• Souvenir du 20 octobre 1854

    by  • 22 septembre 2016 • Textes à lire • 0 Comments

    La Montagne Sainte Victoire - Paul Cézanne (1839 - 1906)

    La Montagne Sainte Victoire – Paul Cézanne (1839 – 1906)

    Souvenir du 20 octobre 1854

     

    Ce jour-là donc, nous nous étions retrouvés tous trois au bord de l’Arc dans un passage resserré, bordé de pans rocheux, en coude, avec une végétation telle que nous pouvions, grâce aux larges berges, créer la scène idéale, à ciel ouvert. Depuis quelque temps, nous avions délaissé Hugo pour Musset que nous venions de découvrir à travers Lorenzaccio. Je jouais Philippe Strozzi, Émile faisait Lorenzo le fragile ; le déterminé, Baille pouvait sans difficultés passer du rôle de tyran florentin à celui de Catherine Ginori ou de Marie Soderini. Nous avions décidé que jamais nous ne jouerions les passages où paraît Louise, Louise Strozzi, celle que Salviati outrage à deux reprises, et qui meurt empoisonnée, à la fin de l’acte III. Nous ne pouvions supporter l’idée d’une Louise au destin tragique. Louise ne pouvait être qu’heureuse, complètement et particulièrement la nôtre. Notre Louise. Celle dont tous les trois, nous étions amoureux.
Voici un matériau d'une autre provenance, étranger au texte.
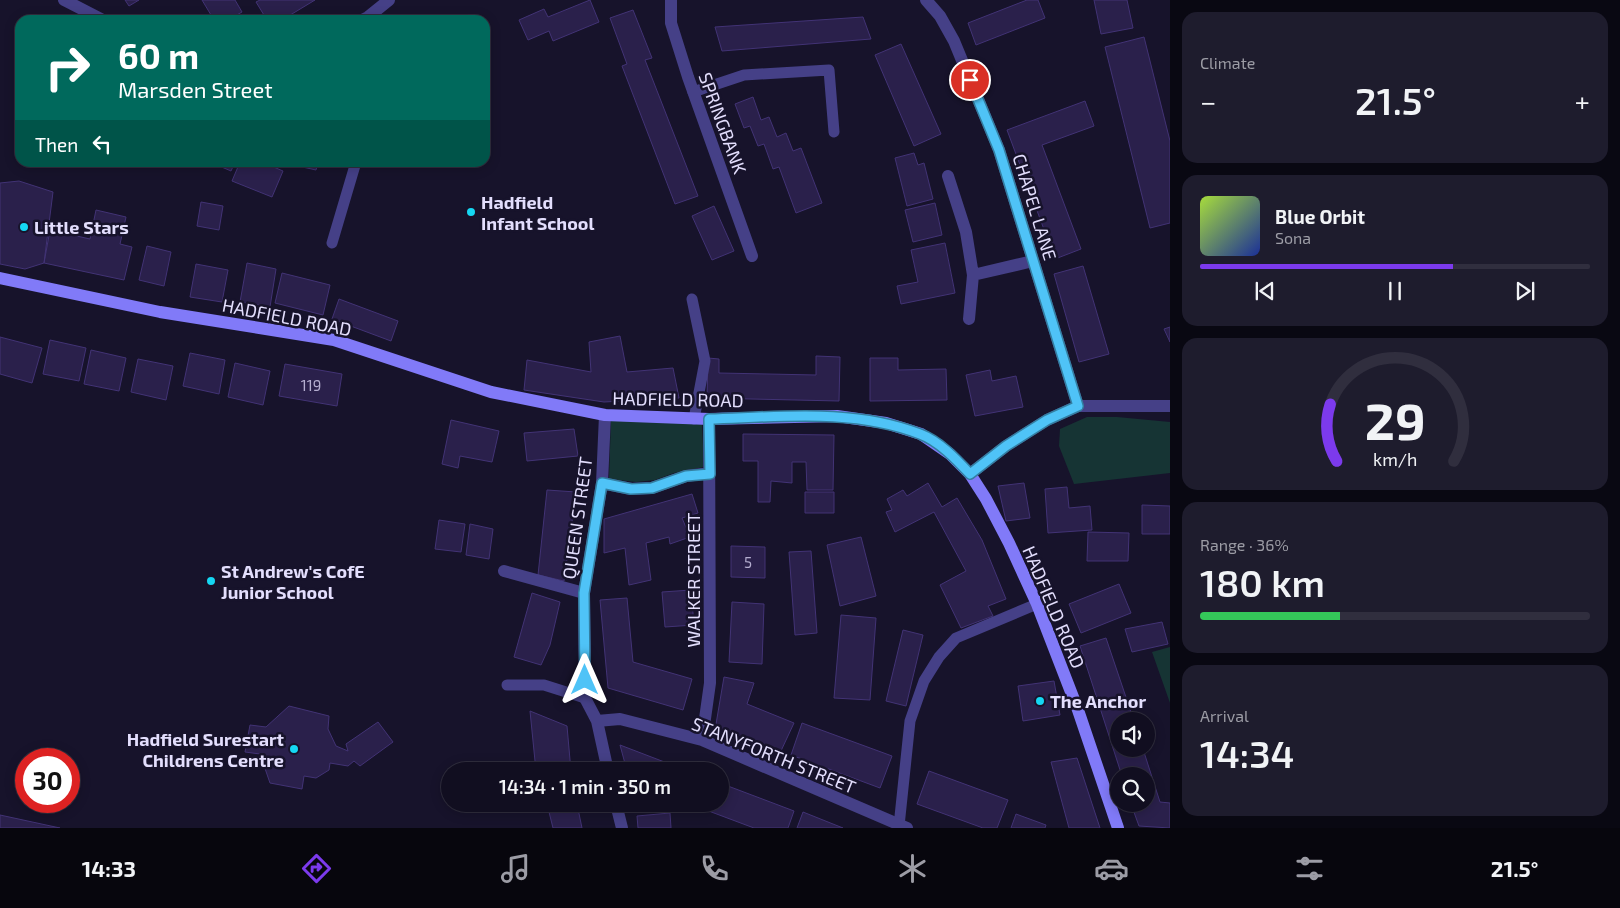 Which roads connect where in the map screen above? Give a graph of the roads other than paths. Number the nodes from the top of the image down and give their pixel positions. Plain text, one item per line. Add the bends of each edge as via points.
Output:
1 (64, 0) edge
2 (389, 0) edge
3 (670, 0) edge
4 (926, 0) edge
5 (93, 15) edge
6 (370, 15) edge
7 (693, 92) junction
8 (834, 132) dead end
9 (354, 167) edge
10 (948, 176) dead end
11 (332, 242) dead end
12 (752, 256) dead end
13 (1033, 261) junction
14 (974, 275) junction
15 (0, 278) edge
16 (692, 299) dead end
17 (969, 319) dead end
18 (1078, 406) junction
19 (1170, 406) edge
20 (605, 415) junction
21 (694, 419) junction
22 (709, 419) junction
23 (710, 474) junction
24 (970, 474) junction
25 (602, 483) junction
26 (504, 571) dead end
27 (584, 593) junction
28 (1037, 604) junction
29 (507, 685) dead end
30 (585, 698) junction
31 (597, 721) junction
32 (702, 740) junction
33 (606, 762) edge
34 (618, 812) edge
35 (902, 827) edge
36 (622, 828) edge
37 (1118, 828) edge

1 - 5 street
2 - 6 street
3 - 7 street, SPRINGBANK via 671,23
4 - 13 street, CHAPEL LANE via 940,16 954,41 989,124
7 - 8 lane via 744,75 829,70
7 - 12 street, SPRINGBANK
9 - 11 lane
10 - 14 street via 966,232
13 - 14 street
13 - 18 street, CHAPEL LANE
14 - 17 street
15 - 20 street, HADFIELD ROAD via 160,312 334,340 490,392
16 - 21 lane via 705,361
18 - 19 street
18 - 24 street via 1047,420
20 - 21 street, HADFIELD ROAD
20 - 25 street, QUEEN STREET
21 - 22 street, HADFIELD ROAD
22 - 23 street, WALKER STREET
22 - 24 street, HADFIELD ROAD via 837,416 886,423 921,434 936,443
23 - 25 street via 686,476 652,488 631,489
23 - 32 street, WALKER STREET via 710,683
24 - 28 street, HADFIELD ROAD via 986,499
25 - 27 street, QUEEN STREET
26 - 27 street
27 - 30 street, QUEEN STREET
28 - 35 lane via 956,638 938,657 924,681 910,721
28 - 37 street, HADFIELD ROAD via 1078,710
29 - 30 lane via 544,685
30 - 31 street, QUEEN STREET
31 - 32 street, STANYFORTH STREET via 620,718
31 - 33 street, QUEEN STREET
32 - 35 street, STANYFORTH STREET
34 - 36 street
    Chaque soirée de répétition pour la fanfare du collège s’achevait sous la fenêtre de notre bien-aimée, Émile à la clarinette, Baille et moi au cornet à pistons, jusqu’à cette heure tardive d’un dimanche de juin où l’amoureux empressement de nos quinze ans fut refroidi avec deux seaux d’eau lancés par les parents exaspérés ; un troisième fut englouti presque entier dans le pavillon de mon cornet dont le son imita le glougloutement désespéré de celui qui se noie, et qu’on ne sauvera pas. Mais notre flamme demeura intacte.
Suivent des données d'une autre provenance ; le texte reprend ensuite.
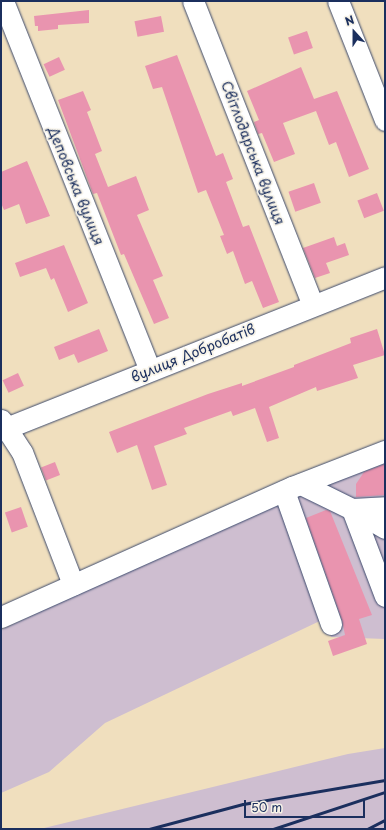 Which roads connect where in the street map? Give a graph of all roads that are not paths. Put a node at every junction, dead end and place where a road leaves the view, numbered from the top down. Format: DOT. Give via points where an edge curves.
graph roads {
  1 [pos="3,1"];
  2 [pos="193,1"];
  3 [pos="338,1"];
  4 [pos="385,120"];
  5 [pos="385,278"];
  6 [pos="313,305"];
  7 [pos="150,370"];
  8 [pos="2,426"];
  9 [pos="385,451"];
  10 [pos="292,488"];
  11 [pos="385,507"];
  12 [pos="352,509"];
  13 [pos="385,528"];
  14 [pos="73,584"];
  15 [pos="385,596"];
  16 [pos="1,617"];
  17 [pos="331,624"];
  1 -- 7 [label="street, Деповська вулиця"];
  2 -- 6 [label="street, Світлодарська вулиця"];
  3 -- 4 [label="street"];
  5 -- 6 [label="street, вулиця Добробатів"];
  6 -- 7 [label="street, вулиця Добробатів"];
  7 -- 8 [label="street, вулиця Добробатів"];
  8 -- 14 [label="street" via="22,452"];
  9 -- 10 [label="street"];
  10 -- 12 [label="street"];
  10 -- 14 [label="street"];
  10 -- 17 [label="street"];
  11 -- 12 [label="street"];
  12 -- 13 [label="street"];
  12 -- 15 [label="street"];
  14 -- 16 [label="street"];
}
    La rivalité installa entre nous une compétition amicale pour gagner le cœur de Louise. Je veux dire que chacun cherchait l’excellence dans ce qu’il avait cru déceler de meilleur en son âme, son savoir ou ses talents. Ainsi je devins poète, en vers latins d’abord, mais Louise n’y entendait rien et je fabriquai des bouts rimés qui la faisaient rougir. Baille connaissait les plaisirs de bouche et savait conserver des tranches de gigot cuit en plein air, sur du romarin, parfumé d’herbes, qu’il offrait à sa belle. Elle en raffolait. Émile, lui, s’était mis en tête que son talent s’exprimerait pleinement par le dessin. « Du génie me viendra » répétait-il avec une assurance soucieuse, et il traçait de ces portraits de Louise, de ces profils qui nouaient ma gorge trop polie pour laisser exploser le rire assassin. « C’est mon père qui a dû me léguer cela. Tu sais, il dessinait très bien… » Émile avait sept ans quand ce père, ingénieur, était mort. Depuis, il lui vouait un culte touchant, accomplissant souvent, seul, de longues promenades circulaires dont le centre était l’emplacement du barrage paternel, dominé par la Sainte-Victoire.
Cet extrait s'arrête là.